# Problem to solve
Find how many lines below mention "name". Nothing but the number is needed.

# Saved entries
__________

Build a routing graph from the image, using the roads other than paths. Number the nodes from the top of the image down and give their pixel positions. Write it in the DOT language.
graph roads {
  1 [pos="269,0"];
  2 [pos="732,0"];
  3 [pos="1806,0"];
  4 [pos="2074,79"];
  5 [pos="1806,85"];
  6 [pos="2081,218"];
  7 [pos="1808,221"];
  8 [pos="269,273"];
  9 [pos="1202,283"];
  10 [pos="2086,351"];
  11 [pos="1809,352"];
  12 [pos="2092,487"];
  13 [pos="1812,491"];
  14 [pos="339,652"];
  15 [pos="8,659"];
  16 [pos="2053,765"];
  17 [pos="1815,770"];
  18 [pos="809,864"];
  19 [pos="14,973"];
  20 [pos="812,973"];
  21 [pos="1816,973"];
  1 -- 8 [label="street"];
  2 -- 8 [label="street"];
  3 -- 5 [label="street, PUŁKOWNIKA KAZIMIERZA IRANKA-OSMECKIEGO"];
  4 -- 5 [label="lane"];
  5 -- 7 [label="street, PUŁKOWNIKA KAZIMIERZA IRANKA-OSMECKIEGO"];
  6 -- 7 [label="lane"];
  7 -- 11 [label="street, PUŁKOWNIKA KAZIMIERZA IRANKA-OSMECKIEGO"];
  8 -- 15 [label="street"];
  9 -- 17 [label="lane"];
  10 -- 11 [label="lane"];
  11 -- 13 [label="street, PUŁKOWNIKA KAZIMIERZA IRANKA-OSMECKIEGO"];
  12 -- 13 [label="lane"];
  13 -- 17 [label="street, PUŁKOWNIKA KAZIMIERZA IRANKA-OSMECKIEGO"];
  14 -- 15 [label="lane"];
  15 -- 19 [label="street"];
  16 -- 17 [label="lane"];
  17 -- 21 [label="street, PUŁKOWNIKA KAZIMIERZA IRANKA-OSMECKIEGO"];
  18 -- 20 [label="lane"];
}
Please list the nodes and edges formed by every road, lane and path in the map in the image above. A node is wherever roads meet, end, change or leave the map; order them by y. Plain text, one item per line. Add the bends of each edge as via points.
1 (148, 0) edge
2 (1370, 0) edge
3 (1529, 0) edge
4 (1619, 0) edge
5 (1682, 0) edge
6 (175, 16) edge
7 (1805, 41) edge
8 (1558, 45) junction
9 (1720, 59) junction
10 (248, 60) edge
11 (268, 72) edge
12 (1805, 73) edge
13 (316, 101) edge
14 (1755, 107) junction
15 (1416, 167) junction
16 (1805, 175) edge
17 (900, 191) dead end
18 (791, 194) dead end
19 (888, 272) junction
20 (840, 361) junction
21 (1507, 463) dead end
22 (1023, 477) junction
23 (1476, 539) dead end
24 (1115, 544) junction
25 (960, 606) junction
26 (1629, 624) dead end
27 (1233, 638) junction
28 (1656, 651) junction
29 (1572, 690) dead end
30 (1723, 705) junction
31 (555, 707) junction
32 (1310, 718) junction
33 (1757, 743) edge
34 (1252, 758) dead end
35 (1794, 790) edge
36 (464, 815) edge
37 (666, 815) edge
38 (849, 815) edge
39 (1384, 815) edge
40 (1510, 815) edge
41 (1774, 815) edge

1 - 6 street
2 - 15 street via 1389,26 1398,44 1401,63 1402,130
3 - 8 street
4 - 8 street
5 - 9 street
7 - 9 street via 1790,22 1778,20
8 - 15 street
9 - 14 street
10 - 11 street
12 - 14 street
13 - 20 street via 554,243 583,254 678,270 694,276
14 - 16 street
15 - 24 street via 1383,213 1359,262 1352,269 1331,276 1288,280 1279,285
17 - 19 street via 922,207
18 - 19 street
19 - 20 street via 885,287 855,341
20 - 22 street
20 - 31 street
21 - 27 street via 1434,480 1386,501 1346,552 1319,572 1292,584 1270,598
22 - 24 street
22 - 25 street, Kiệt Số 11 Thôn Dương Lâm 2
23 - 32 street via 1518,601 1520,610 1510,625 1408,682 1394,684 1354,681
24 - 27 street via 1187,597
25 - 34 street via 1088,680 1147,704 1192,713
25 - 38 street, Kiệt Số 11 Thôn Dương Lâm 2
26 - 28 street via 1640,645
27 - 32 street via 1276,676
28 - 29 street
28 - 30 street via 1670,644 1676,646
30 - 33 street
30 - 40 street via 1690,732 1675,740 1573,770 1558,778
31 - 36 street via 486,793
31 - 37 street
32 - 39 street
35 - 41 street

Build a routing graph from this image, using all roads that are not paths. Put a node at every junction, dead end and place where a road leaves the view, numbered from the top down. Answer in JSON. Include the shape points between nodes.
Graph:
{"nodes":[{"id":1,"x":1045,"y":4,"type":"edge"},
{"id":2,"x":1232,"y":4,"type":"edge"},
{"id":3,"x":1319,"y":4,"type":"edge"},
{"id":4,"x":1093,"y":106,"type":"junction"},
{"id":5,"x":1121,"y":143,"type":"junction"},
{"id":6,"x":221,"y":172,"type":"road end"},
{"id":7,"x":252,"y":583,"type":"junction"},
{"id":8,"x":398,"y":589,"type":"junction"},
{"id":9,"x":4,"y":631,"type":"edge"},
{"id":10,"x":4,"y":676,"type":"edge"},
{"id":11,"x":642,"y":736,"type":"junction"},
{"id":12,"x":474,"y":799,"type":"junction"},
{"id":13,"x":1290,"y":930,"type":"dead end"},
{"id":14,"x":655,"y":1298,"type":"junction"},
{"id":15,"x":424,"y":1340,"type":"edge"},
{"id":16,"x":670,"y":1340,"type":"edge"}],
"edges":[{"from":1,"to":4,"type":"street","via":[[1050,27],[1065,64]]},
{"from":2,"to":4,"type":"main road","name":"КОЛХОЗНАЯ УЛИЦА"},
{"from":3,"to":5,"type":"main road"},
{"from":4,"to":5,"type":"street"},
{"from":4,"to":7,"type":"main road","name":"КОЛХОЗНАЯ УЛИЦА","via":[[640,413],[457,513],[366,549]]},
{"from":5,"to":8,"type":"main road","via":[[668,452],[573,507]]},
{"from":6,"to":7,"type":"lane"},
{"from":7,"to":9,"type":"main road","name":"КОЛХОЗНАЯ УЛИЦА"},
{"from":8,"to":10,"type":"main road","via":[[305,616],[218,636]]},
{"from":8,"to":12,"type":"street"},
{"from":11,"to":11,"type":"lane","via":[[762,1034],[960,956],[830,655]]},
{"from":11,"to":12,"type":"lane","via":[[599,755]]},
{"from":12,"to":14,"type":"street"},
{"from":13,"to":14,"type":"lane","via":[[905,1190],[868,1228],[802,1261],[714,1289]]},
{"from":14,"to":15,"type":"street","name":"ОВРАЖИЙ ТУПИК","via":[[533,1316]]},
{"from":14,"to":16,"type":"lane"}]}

__________

# Solution to this problem
4